Nous sommes "perfectibles dans plein de domaines", a souligné mercredi Jean-Bernard Bros, président de la Société d'exploitation de la Tour Eiffel (SETE), en dévoilant devant la presse un plan de modernisation du service et des espaces du monument, auquel 170 millions d'euros d'investissements doivent être consacrés sur dix ans.

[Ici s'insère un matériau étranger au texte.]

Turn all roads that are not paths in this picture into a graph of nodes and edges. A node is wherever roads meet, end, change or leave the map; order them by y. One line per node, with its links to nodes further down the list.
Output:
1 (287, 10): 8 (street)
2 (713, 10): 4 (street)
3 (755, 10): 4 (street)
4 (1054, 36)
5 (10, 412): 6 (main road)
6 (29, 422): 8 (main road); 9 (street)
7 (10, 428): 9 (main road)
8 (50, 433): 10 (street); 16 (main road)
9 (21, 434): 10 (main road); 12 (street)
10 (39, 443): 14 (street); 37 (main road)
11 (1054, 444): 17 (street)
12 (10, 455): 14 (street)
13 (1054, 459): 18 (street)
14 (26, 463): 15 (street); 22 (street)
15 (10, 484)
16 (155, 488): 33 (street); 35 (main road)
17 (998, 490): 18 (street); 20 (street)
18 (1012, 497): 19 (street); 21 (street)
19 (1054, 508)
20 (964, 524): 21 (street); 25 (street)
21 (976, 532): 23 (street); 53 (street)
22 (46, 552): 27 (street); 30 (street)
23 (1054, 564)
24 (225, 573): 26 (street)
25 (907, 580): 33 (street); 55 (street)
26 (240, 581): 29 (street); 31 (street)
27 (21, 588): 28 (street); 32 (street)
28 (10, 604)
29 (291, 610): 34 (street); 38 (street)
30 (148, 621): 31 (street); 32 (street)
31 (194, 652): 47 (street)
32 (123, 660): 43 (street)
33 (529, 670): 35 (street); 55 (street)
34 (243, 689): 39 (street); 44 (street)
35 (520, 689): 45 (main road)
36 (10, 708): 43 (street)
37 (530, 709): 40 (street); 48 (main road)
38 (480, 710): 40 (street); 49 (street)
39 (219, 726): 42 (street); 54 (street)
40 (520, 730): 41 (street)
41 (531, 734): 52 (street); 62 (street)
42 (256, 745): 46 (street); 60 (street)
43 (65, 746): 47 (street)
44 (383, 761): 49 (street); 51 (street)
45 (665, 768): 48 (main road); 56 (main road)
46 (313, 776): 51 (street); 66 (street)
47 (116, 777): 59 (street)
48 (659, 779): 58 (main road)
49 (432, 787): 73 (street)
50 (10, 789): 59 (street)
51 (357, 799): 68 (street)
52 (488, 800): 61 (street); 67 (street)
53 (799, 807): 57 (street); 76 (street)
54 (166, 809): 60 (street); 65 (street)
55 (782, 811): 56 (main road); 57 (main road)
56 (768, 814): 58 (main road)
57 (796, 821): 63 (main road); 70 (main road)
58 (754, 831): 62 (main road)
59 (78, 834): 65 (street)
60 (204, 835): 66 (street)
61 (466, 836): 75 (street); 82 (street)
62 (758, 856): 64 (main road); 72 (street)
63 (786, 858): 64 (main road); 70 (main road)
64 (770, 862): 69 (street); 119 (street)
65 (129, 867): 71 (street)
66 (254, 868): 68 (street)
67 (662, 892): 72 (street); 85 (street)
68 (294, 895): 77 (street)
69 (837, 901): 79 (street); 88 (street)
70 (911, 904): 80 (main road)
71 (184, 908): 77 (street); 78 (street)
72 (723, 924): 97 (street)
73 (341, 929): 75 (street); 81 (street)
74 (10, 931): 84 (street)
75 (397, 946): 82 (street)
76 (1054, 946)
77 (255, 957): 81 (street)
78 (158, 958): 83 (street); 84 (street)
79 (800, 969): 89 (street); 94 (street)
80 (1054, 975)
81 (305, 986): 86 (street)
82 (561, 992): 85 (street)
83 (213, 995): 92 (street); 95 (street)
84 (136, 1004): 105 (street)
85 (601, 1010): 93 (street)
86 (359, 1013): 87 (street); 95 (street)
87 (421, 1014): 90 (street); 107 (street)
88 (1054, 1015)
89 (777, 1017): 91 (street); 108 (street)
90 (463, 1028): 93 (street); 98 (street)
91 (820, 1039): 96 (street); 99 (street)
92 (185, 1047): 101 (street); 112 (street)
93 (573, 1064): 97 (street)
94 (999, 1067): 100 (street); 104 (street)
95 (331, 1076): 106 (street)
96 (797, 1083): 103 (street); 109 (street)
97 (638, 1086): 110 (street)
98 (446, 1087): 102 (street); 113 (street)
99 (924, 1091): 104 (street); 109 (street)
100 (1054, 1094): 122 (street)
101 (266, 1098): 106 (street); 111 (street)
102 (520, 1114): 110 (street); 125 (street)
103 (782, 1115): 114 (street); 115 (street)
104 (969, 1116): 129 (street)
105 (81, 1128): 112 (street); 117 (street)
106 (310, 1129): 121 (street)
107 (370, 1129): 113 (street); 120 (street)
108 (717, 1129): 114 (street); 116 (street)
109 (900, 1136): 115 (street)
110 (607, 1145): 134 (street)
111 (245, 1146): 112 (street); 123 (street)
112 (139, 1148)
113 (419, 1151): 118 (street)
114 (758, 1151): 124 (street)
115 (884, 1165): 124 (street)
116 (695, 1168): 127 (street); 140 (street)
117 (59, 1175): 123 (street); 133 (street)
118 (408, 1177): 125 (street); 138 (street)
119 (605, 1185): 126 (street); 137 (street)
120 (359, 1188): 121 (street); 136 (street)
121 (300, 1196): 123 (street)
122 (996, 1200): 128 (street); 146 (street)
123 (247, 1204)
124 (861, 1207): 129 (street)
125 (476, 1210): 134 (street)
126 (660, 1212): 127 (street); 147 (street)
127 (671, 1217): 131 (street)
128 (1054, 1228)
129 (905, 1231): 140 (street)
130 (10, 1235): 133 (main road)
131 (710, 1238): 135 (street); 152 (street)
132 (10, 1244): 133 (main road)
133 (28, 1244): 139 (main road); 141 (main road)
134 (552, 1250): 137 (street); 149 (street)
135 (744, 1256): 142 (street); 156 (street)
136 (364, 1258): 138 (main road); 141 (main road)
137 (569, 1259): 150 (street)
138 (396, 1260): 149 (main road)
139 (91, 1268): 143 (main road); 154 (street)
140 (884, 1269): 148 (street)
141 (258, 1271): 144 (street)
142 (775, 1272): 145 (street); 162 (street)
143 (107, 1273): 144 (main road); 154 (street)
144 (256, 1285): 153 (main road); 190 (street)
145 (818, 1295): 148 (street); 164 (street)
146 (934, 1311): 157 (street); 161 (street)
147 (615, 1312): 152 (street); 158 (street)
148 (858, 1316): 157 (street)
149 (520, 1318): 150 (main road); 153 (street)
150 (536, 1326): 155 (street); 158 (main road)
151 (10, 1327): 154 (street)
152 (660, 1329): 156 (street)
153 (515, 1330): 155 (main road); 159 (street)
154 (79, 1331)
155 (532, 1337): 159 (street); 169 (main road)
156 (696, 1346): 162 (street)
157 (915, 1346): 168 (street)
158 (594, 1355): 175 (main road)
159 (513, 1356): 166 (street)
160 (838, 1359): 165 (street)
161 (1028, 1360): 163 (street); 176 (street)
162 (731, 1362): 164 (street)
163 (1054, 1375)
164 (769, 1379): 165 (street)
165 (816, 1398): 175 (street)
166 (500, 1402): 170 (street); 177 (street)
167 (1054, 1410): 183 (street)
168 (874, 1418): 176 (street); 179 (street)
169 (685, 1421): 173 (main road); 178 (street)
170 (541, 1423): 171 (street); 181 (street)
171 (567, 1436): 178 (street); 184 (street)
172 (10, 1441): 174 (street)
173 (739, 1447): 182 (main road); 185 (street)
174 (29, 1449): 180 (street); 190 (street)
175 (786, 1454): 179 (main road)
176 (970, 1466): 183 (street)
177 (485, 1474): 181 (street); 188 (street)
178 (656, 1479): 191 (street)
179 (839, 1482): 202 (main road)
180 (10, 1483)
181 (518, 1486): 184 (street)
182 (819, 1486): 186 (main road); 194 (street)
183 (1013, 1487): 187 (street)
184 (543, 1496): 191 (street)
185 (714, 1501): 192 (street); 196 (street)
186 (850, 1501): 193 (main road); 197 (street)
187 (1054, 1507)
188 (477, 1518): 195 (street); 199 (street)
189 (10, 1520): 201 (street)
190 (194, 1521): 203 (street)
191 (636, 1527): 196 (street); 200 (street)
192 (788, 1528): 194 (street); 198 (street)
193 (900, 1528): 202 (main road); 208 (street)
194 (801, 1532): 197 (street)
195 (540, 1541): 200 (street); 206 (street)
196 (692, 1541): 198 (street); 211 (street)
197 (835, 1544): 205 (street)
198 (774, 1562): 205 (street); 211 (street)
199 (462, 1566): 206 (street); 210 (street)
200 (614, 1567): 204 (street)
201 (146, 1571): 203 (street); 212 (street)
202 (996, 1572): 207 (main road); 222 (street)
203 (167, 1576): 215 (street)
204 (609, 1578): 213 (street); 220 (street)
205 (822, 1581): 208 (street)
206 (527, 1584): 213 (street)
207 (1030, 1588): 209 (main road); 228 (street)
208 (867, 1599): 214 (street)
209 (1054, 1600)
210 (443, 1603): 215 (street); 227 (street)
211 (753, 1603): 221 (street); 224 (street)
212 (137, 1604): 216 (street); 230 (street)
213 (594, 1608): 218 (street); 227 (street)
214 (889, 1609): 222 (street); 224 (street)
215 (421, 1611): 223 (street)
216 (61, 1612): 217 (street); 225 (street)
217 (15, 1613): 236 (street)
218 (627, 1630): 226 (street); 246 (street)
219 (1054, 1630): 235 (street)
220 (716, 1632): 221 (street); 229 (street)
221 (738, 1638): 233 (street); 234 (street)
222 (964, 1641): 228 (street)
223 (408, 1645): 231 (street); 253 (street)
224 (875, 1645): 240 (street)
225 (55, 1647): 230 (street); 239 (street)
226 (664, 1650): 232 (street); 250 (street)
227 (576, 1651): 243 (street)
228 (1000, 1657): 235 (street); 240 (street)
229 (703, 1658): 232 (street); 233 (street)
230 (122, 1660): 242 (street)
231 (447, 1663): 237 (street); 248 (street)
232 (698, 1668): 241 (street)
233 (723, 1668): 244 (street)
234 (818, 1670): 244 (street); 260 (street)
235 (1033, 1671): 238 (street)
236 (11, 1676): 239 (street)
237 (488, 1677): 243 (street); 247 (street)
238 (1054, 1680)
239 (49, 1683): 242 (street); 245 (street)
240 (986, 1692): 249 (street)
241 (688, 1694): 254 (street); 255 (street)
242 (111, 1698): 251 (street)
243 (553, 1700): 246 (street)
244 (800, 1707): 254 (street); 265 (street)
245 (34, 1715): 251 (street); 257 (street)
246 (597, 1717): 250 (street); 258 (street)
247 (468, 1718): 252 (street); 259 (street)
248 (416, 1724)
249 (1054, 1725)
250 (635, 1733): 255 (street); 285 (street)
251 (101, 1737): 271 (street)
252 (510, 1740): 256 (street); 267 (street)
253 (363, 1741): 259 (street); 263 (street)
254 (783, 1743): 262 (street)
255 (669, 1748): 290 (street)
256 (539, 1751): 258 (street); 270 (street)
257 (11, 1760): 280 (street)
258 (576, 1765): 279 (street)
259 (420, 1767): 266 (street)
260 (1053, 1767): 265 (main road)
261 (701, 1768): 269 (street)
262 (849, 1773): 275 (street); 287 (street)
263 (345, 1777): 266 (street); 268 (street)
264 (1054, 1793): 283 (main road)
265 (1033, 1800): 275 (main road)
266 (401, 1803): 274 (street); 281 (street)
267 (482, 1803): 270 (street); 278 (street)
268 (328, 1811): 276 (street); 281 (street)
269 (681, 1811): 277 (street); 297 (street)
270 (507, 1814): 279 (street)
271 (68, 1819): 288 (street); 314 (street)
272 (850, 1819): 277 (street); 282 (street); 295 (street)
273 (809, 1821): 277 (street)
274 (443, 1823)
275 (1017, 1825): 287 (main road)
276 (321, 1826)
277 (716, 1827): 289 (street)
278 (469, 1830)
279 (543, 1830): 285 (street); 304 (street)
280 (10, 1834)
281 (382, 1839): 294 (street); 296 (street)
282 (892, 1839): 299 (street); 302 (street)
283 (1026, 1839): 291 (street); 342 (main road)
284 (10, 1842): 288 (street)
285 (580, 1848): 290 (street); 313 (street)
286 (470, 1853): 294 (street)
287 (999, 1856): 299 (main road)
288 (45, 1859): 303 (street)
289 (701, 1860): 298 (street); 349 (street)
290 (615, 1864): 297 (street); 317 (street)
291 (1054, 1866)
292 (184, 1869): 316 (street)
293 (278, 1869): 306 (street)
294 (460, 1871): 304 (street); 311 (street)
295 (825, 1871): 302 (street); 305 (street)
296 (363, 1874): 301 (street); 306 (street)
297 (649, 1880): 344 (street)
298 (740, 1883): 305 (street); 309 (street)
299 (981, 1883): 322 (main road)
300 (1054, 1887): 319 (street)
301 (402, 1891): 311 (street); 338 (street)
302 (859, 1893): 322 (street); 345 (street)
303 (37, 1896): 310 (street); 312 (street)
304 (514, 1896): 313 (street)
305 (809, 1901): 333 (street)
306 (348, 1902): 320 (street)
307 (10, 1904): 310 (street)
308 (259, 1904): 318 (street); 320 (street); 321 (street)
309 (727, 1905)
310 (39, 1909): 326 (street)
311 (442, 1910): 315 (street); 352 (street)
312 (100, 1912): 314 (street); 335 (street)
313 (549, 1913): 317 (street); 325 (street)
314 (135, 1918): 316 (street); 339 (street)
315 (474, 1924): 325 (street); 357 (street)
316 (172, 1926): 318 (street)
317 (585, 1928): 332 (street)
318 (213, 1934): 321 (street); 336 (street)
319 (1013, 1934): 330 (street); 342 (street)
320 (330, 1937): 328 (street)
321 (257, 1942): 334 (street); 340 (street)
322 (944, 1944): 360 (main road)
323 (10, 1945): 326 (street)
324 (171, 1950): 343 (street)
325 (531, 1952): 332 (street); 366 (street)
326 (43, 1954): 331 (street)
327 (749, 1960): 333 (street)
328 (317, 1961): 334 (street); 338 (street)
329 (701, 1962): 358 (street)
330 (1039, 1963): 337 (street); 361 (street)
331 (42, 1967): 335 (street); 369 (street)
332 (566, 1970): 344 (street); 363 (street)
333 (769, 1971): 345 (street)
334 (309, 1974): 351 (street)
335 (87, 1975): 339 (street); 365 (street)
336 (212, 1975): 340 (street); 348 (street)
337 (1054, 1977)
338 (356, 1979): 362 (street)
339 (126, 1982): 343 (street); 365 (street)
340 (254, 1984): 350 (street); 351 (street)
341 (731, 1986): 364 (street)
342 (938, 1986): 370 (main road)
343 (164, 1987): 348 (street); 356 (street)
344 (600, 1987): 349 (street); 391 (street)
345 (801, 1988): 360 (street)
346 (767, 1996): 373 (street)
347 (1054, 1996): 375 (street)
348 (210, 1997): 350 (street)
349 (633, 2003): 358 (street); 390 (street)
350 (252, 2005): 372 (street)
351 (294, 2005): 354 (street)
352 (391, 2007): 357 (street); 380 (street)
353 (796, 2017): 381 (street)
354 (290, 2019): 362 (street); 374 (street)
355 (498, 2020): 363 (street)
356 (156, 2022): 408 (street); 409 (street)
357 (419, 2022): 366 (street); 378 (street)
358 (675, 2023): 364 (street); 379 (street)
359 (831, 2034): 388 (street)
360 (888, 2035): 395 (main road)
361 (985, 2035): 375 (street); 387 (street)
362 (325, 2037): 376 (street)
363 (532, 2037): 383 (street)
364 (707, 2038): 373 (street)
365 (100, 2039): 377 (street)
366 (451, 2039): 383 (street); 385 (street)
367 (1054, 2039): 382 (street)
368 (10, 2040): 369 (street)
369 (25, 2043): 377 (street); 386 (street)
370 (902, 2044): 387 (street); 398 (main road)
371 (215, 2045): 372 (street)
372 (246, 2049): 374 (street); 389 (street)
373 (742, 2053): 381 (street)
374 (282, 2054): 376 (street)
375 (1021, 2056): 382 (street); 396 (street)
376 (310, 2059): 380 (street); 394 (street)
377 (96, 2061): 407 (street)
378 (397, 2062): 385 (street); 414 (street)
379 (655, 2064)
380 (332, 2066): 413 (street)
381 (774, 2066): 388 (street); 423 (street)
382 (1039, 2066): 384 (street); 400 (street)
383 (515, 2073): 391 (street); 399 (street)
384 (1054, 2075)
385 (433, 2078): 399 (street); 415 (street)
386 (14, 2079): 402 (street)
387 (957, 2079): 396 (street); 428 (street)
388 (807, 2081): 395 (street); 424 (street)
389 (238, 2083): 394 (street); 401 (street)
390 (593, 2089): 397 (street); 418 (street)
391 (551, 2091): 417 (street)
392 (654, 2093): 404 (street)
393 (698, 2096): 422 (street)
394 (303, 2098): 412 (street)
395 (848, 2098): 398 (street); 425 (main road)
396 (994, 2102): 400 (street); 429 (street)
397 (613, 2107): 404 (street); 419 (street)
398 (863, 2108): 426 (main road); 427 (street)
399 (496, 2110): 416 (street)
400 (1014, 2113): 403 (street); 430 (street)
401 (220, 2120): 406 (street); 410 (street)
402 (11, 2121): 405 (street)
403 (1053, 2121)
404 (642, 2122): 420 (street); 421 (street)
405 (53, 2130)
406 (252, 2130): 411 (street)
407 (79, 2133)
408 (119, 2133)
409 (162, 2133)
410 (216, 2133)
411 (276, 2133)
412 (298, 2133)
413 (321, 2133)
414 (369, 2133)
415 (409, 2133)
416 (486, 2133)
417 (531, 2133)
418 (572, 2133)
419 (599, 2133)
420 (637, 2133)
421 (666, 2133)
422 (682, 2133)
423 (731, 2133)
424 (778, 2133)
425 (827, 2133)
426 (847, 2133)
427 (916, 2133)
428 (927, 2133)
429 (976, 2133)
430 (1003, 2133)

Car si la Dame de Fer "détient le record des monuments payants les plus visités au monde", elle présente plusieurs points faibles, dont le "principal" est l'attente qui peut dépasser deux heures suivant les saisons. "Nous ne sommes plus dans les standards d'un grand monument touristique parisien", les "conditions d'accueil et d'attente ne sont pas acceptables", a observé Nicolas Lefebvre, directeur général de la SETE -dont la Ville de Paris est l'actionnaire majoritaire.

Le plan, engagé en 2007 et à horizon 2015, s'articule donc autour de cinq grands axes d'action. En premier lieu, l'amélioration du service offert aux visiteurs, qui passera par une meilleure information, une réduction de l'attente, de nouveaux services (dont une consigne à bagages prévue en fin d'année et un parcours thématique à destination des enfants à la rentrée) et une refonte du système de vente de tickets. On mettra en place à l'automne 2009 une solution de billetterie horodatée (par internet ou aux caisses sur place) pour toutes les clientèles, qui viendra compléter le système de prévente à destination des professionnels du tourisme, des groupes et des scolaires.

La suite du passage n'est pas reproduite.